Edwin Schallert of the Los Angeles Times stated that the film was in "a class that is unique, deeply spiritual and even awe-inspiring," though Richard L. Coe of The Washington Post wrote that, "Partly through the writing, partly through the variety of acting styles, this reverence does not stir the emotions. It is very hard to take seriously a film which presents so petulantly obvious a performance as Jay Robinson's sophomoric Caligula or a script which early observes: 'You have made me the laughing stock of Rome.' These and matters like them are not aspects of fine motion picture making." Harrison's Reports called the film "Excellent!" It continues: "Even if it had been produced in the conventional 2-D form, Lloyd C. Douglas' powerful novel of the birth of Christianity in the days of ancient Rome would have made a great picture, but having been produced in the revolutionary CinemaScope process, it emerges as not only a superior dramatic achievement but also as a spectacle that will electrify audiences with its overpowering scope and magnitude." The Monthly Film Bulletin called the film "a routine addition to the numerous Hollywood Biblical films," which presents "a characteristically distorted and simplified view of Imperial Rome, with a ranting Caligula, a doddering Tiberius, and the customary scenes of 'spectacle' in the palace, the marketplace and the torture chamber. The performances lack enthusiasm, and Richard Burton in particular seems ill at ease as the morose Marcellus." Basil Wright wrote in Sight & Sound: "As a film on a religious subject, Henry Koster's The Robe has rather fewer lapses in taste than most of its predecessors. If the actual speaking of Christ's cry from the Cross is a major error, it is not multiplied. In general, the subject is treated with reasonable reverence and is a deal better than Quo Vadis, which was a perfect illustration of Aristotle's remark about the ludicrous being merely a sub-division of the ugly."

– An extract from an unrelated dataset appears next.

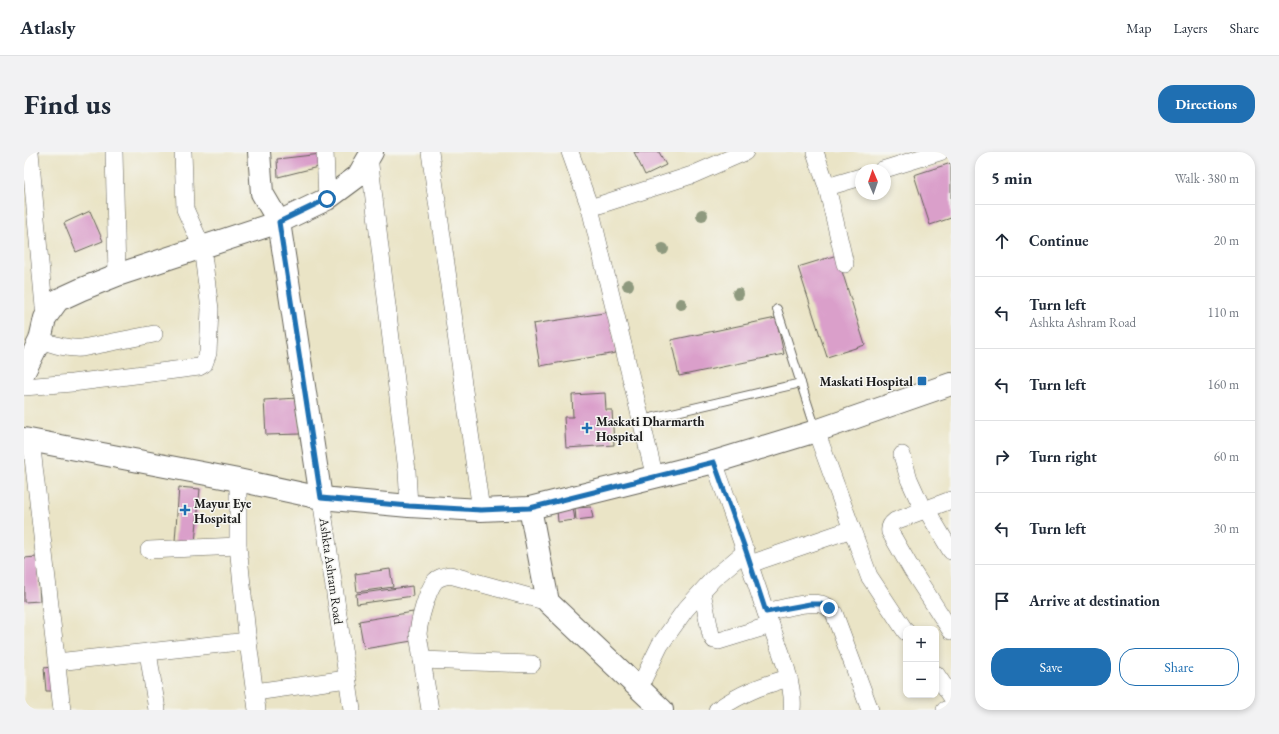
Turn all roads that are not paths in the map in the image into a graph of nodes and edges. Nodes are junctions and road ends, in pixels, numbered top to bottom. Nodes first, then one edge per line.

On the review aggregator website Rotten Tomatoes, 74% of 66 critics' reviews of the film are positive, with an average rating of 5.5/10.

===Awards and honors===
====26th Academy Awards====
=====Wins=====
Source:
- Best Art Direction (Color) – Art Direction: Lyle R. Wheeler, George Davis; Set Decoration: Walter M. Scott, Paul S. Fox
- Best Costume Design (Color) – Charles LeMaire, Emile Santiago

=====Nominations=====
- Best Motion Picture – Producer: Frank Ross
- Best Actor – Richard Burton
- Best Cinematography (Color) – Leon Shamroy

====11th Golden Globe Awards====
=====Wins=====
- Best Motion Picture – Drama

==Sequel==
The film's successful and highly praised sequel, Demetrius and the Gladiators (1954), featured Victor Mature in the title role; Michael Rennie, Jay Robinson, and David Leonard also reprise their roles from The Robe. Filming of the sequel was completed before The Robe was released, and it begins with Caligula's challenge to Marcellus and Diana as they climb the stairs to their execution at the end of this film.

==Popular culture references==
In the first episode of the 2020 miniseries The Queen's Gambit, The Robe is playing for the staff and wards of the Mathuen orphanage, and the film's final chorus of "Alleluia" provides a diegetic source of music while Beth breaks into the dispensary and overdoses.